■ **RECORD SET**:
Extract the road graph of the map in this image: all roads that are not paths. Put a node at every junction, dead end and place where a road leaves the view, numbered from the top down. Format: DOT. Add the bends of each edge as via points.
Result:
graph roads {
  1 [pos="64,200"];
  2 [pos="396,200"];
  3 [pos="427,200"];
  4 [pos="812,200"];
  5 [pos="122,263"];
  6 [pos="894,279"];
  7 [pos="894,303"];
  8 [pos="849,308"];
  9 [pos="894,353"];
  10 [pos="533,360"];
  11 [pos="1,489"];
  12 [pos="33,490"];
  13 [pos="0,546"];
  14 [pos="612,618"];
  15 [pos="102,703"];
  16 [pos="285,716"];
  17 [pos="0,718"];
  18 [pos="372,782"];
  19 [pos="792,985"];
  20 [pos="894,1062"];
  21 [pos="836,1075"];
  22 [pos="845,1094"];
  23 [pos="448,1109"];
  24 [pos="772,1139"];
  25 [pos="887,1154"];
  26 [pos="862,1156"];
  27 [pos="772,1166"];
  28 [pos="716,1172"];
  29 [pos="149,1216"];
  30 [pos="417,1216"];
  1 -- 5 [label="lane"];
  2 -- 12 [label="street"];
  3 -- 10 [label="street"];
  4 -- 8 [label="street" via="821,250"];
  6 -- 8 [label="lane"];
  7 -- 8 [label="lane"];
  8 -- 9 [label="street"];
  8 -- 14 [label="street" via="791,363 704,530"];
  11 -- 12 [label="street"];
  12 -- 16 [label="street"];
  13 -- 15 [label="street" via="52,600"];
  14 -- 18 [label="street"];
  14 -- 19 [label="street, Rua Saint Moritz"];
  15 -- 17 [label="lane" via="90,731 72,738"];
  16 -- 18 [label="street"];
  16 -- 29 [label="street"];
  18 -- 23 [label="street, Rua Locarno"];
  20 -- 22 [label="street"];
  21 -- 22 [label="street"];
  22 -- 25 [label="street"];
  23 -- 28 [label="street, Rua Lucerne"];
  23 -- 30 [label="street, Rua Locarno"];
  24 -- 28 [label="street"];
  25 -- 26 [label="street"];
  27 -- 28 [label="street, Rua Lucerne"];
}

■ **WHAT IS BEING ASKED**: Line by line, the data should be returned exactly as written.

■ **SOLUTION TO THIS PROBLEM**:
Extract the road graph of the map in this image: all roads that are not paths. Put a node at every junction, dead end and place where a road leaves the view, numbered from the top down. Format: DOT. Add the bends of each edge as via points.
Result:
graph roads {
  1 [pos="64,200"];
  2 [pos="396,200"];
  3 [pos="427,200"];
  4 [pos="812,200"];
  5 [pos="122,263"];
  6 [pos="894,279"];
  7 [pos="894,303"];
  8 [pos="849,308"];
  9 [pos="894,353"];
  10 [pos="533,360"];
  11 [pos="1,489"];
  12 [pos="33,490"];
  13 [pos="0,546"];
  14 [pos="612,618"];
  15 [pos="102,703"];
  16 [pos="285,716"];
  17 [pos="0,718"];
  18 [pos="372,782"];
  19 [pos="792,985"];
  20 [pos="894,1062"];
  21 [pos="836,1075"];
  22 [pos="845,1094"];
  23 [pos="448,1109"];
  24 [pos="772,1139"];
  25 [pos="887,1154"];
  26 [pos="862,1156"];
  27 [pos="772,1166"];
  28 [pos="716,1172"];
  29 [pos="149,1216"];
  30 [pos="417,1216"];
  1 -- 5 [label="lane"];
  2 -- 12 [label="street"];
  3 -- 10 [label="street"];
  4 -- 8 [label="street" via="821,250"];
  6 -- 8 [label="lane"];
  7 -- 8 [label="lane"];
  8 -- 9 [label="street"];
  8 -- 14 [label="street" via="791,363 704,530"];
  11 -- 12 [label="street"];
  12 -- 16 [label="street"];
  13 -- 15 [label="street" via="52,600"];
  14 -- 18 [label="street"];
  14 -- 19 [label="street, Rua Saint Moritz"];
  15 -- 17 [label="lane" via="90,731 72,738"];
  16 -- 18 [label="street"];
  16 -- 29 [label="street"];
  18 -- 23 [label="street, Rua Locarno"];
  20 -- 22 [label="street"];
  21 -- 22 [label="street"];
  22 -- 25 [label="street"];
  23 -- 28 [label="street, Rua Lucerne"];
  23 -- 30 [label="street, Rua Locarno"];
  24 -- 28 [label="street"];
  25 -- 26 [label="street"];
  27 -- 28 [label="street, Rua Lucerne"];
}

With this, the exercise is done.